Lily Mine, a subsidiary of Australia’s Vantage Goldfields, was pinning its hopes on a business rescue to raise funds to continue the rescue mission after suffering a force majeure in February that had halted production.

Read: New hope for retrieval of trapped miners

Yvonne Mnisi, Pretty Mabuza and Solomon Nyarenda were working in a lamp container when the entrance of the mine collapsed, leading to the container falling into the ground and being covered by huge rocks. Scores of others were lucky to escape.

“The mine now has no means of generating income. Despite considerable efforts to raise the necessary finance to resuscitate Mimco (Makonjwaan Imperial Mining Company), the company which owns Lily Mine, this exercise has had its constraints and requires more time,” Vantage Goldfields said on Wednesday.

“A mechanism exists in law for distressed companies, such as Mimco, to avoid job losses, to access capital and to restructure the business, so that it can resume normal operations.

“The directors of Mimco, a subsidiary of Vantage Goldfields, have used this mechanism to place Mimco into business rescue with immediate effect”, it said. Vantage Goldfields and its other subsidiaries, including Barbrook, would continue to operate as normal, it said.

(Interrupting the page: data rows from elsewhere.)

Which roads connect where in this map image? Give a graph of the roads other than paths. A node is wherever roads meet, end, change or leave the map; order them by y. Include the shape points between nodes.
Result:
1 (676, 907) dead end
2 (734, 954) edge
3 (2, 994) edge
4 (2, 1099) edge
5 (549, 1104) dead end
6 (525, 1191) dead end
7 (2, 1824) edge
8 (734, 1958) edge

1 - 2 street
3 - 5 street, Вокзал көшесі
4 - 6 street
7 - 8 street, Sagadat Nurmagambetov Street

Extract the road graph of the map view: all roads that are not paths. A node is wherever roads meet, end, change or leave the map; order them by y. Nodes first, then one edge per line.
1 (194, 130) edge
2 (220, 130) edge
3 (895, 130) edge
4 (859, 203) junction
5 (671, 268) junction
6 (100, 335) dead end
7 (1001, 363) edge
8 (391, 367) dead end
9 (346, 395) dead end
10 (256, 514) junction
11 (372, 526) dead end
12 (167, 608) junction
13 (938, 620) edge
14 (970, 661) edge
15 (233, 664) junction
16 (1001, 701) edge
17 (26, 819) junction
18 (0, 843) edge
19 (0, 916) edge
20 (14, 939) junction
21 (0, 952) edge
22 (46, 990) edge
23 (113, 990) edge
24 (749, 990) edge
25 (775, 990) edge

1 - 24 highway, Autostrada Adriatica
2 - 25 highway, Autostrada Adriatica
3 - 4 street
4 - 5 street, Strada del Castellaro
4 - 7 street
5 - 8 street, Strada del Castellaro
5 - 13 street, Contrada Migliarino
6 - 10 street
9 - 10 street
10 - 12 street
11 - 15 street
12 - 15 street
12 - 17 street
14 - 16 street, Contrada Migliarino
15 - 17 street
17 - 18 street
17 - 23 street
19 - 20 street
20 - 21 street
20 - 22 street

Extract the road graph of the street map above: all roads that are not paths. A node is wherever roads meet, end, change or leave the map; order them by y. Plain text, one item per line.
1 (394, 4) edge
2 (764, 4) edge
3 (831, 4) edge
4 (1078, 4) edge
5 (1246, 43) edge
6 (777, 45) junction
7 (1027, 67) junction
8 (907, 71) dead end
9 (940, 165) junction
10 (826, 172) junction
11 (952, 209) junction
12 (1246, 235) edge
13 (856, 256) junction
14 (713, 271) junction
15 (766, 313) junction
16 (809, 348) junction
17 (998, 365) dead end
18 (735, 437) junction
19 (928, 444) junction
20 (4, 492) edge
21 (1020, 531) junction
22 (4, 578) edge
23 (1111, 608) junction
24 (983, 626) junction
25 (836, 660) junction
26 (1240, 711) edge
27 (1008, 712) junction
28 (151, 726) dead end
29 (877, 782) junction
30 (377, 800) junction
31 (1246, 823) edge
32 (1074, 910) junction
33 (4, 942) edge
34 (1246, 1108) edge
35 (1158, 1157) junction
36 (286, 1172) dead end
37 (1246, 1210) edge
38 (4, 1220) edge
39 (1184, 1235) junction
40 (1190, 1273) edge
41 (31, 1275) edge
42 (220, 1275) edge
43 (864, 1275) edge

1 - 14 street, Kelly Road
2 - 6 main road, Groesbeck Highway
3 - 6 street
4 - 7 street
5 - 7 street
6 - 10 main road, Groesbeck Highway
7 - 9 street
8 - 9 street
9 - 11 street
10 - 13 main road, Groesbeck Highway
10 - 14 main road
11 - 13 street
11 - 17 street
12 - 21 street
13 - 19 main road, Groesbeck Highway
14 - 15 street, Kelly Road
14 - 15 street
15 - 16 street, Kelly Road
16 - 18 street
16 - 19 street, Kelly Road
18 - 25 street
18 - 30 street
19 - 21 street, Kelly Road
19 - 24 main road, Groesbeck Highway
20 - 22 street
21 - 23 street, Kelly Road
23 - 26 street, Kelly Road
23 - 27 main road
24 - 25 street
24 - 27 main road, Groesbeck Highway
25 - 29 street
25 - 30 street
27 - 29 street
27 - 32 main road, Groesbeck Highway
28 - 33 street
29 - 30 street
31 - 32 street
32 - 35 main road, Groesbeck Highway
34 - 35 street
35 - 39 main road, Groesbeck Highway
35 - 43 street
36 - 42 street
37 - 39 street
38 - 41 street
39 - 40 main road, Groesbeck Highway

“It should be noted that this decision is not as a result of mismanagement or market conditions. This step was necessary because of a most unpredictable and tragic event.

“The business rescue process will give the company time and protection to raise the necessary funds to resume operations. Lily Mine has considerable ore reserves for many years to come and has a robust operating margin at current gold prices.”

Gideon Du Plessis, the general secretary at trade union Solidarity, said yesterday that the business rescue process was the only way in which the mine and its employees could recover funds.

“Although an application for business rescue is often merely a forerunner of a liquidation process, it still holds several benefits for the company and its employees. In addition, business rescue protects the company from creditors and it may help to ensure that the employees’ conditions of employment remain unchanged, unless it is renegotiated with the unions involved,” Du Plessis said.

He said Solidarity’s main priority was to protect its members’ jobs.

“We shall also present the principles of the Department of Labour’s retrenchment training scheme as a possibility to the business practitioner in order to protect jobs. In terms of that, employees with transferable skills will also be empowered until the mine hopefully can resume full production again,” Du Plessis said.

Business Report wrote last week that workers lived in fear that the mine would close soon as its financial resources were being depleted by rescue efforts.

Michael McChesney, the chief executive at Vantage, said last week that it was understandable that mine employees were concerned about their futures, given that the mine had been unable to produce for the past two months. “A number of initiatives are under way to rectify the financial position of the mine and secure its future.”